Hung-over musings.

September 20, 2008 at 1:18 pm (Uncategorized)

So, it’s been almost two months, I think, since I stopped playing WoW, and roughly 1 month since I shut down Survival Hunters Anonymous.

The last time I quit, it was more of a “I’m going out on top, I kick too much ass and I’m way too good for the game” feeling. This time, it was more of a “fuck this game. Just… fuck it. I’m done. I feel old and tired and I’ve had it.” I was beyond burned out; I was, am, and will be done with it.

Thank you, again, for the outpouring of well-wishes and cries of agony. I hope you all liked the RP way of going out; I’ve become a fan of telling stories lately, and I think that one did its job particularly well, for being something off the top of my head without any planning or method.

Inasmuch as life is concerned, it goes on. I’m still adjusting to the graduate school schedule, the work involved, and trying to have a “life”. Given the fact that my year isn’t really one to go out and hang, it could be rough. S’okay. Worse things could happen. I keep telling myself that, it’s an unfortunate mantra. Worse things can happen, worse things do happen.

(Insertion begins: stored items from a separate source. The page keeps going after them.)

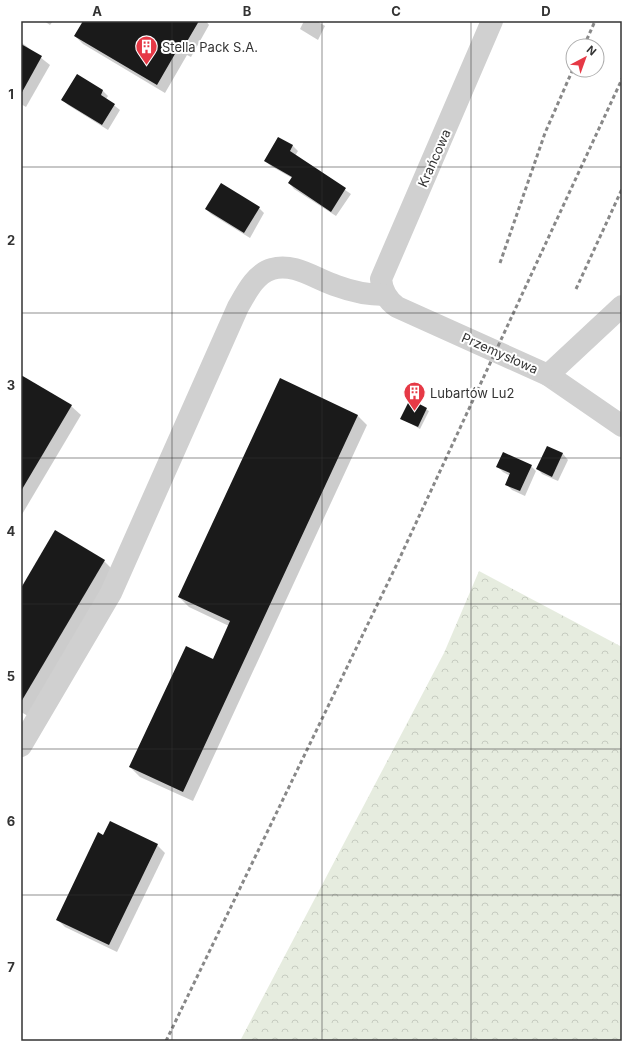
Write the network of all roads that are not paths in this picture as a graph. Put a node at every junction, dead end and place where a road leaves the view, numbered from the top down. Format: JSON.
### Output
{"nodes":[{"id":1,"x":492,"y":21,"type":"edge"},
{"id":2,"x":385,"y":295,"type":"junction"},
{"id":3,"x":622,"y":306,"type":"edge"},
{"id":4,"x":548,"y":375,"type":"junction"},
{"id":5,"x":622,"y":426,"type":"edge"},
{"id":6,"x":21,"y":746,"type":"edge"}],
"edges":[{"from":1,"to":2,"type":"street","name":"Krańcowa"},
{"from":2,"to":4,"type":"street","name":"Przemysłowa"},
{"from":2,"to":6,"type":"street"},
{"from":3,"to":4,"type":"street","name":"Przemysłowa"},
{"from":4,"to":5,"type":"street"}]}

But, for the most part, worse things haven’t. Life’s been going pretty well. The chick I met months ago who was into WoW wasn’t the prize I thought she might be. She really wasn’t a prize at all, kind of a raving nutjob who frothed at the mouth when I didn’t think of spending time with her.

It’s funny. I know a lot of people who just stay in awkward relationships because they feel almost obligated to. Like, “you need to have somebody else in your life, no matter how unhappy you are or they make you.”. I may or may not be the king of relationships that barely last a month or two, but at least I understand that the recipe for success involves being happy on both sides…and both sides being relatively sane or mature. That said, the 29 year old (boo on dating older women, by the by) has been let go, and now I find myself going after a younger one. 

It has been a long time, a long, long time, since I’ve met a girl I would chase. I just knew from the moment i saw, something telling me from a place deep within, that I had to know her. So far, it seems to be going well. Hell, she’s smarter than I am!

I think I’ll eat my breakfast, and then go for a walk to the park. I feel like reading and writing, and today’s weather leaves nothing to want.